Though our results indicate the presence of OCT3 in sympathetic nerve cells, its biological role remains enigmatic. Our observations are based on an artificial situation using MPP⁺ as a tracer. MPP⁺ is a permanent cation (Russ et al. 1992), it is a substrate for the NAT (at higher affinity than NA; see Pifl et al. 1996) and the VMAT (at lower affinity than NA; see Erickson et al. 1996) and it is metabolically stable (Sayre, 1989). Hence, we may expect fairly high concentrations of free cytoplasmic MPP⁺. Furthermore, MPP⁺ serves as an excellent substrate for OCT3 (Russ et al. 1992; Gründemann et al. 1998b, 1999; Wu et al. 1998a, 2000b; Rajan et al. 2000). These qualities taken together make it an ideal candidate to probe OCT3-mediated outward-directed transport. However, the carrier is driven by an electrochemical gradient (Trendelenburg, 1988; Schoemig et al. 1992; Kekuda et al. 1998; Wu et al. 1998a), suggesting the inward direction as the more physiological route for the transport of cations. Yet uptake of MPP⁺ by the OCT is small compared to the NAT in our culture system and, despite considerable efforts to localize the transporter, it has not been detected in axonal endings of the postganglionic sympathetic nervous system (Trendelenburg, 1988). These observations suggest that OCT3 occurs in SCG neurones either at low expression levels or in a functional configuration that differs from non-neuronal sites. Unfortunately, efforts to generate OCT3 antibodies that might help to clarify this question have been unsuccessful so far (Zwart et al. 2001).

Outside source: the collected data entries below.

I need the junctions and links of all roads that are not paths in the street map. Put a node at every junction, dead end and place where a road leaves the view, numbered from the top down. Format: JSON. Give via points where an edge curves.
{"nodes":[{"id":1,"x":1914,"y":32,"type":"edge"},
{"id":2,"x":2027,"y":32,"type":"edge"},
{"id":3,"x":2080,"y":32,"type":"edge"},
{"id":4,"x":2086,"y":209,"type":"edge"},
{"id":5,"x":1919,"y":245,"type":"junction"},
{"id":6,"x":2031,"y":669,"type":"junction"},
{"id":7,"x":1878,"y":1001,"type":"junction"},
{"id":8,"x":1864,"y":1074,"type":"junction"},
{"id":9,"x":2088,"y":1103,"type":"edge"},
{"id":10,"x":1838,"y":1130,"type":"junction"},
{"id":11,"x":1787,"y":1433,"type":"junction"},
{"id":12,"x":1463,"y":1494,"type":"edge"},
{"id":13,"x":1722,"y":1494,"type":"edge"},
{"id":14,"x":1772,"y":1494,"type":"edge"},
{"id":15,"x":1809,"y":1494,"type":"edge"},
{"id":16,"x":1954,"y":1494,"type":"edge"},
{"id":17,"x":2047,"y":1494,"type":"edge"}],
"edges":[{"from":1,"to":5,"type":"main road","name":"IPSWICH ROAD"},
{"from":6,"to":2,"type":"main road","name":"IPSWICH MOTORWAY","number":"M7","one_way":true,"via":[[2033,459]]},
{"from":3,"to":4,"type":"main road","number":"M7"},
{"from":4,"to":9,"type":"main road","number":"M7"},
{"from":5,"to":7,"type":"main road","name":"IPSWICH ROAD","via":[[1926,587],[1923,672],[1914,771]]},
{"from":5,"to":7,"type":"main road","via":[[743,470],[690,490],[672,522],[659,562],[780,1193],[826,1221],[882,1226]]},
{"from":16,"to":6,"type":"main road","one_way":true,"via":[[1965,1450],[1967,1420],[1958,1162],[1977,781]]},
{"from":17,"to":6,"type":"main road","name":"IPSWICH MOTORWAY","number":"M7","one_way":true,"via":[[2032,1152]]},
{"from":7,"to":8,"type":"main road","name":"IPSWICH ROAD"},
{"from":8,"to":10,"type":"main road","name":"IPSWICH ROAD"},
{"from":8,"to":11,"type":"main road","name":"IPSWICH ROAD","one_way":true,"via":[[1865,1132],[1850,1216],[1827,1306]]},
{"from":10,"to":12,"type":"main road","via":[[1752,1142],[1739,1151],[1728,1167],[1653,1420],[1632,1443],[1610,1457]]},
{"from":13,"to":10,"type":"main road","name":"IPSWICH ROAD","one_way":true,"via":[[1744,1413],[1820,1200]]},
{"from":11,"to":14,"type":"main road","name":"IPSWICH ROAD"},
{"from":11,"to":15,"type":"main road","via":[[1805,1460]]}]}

Attempts to assess the biological significance of OCT3 have been made either by injecting inhibitors of OCT3 (such as disprocynium 24) into animals (Eisenhofer et al. 1996), or by studying mice with a functional deletion of the transporter (Zwart et al. 2001). Interestingly, acute infusions of the potent OCT3/uptake 2 antagonist, disprocynium 24, markedly affected plasma levels of catecholamines and their metabolites in rats, but had little effect on the behaviour of the animals (Eisenhofer et al. 1996). Likewise, OCT3 knockout mice are viable and fertile with no obvious physiological defect (Zwart et al. 2001), indicating that OCT3 is either not crucial for a normal function of the nervous system, or that other transporter systems compensate for the lack of OCT3. By attempting to generate OCT3-specific antibodies, and by applying our experimental protocols to the knockout model, we hope to gain insight into the biological meaning of OCT-mediated cation transport in nerve cells.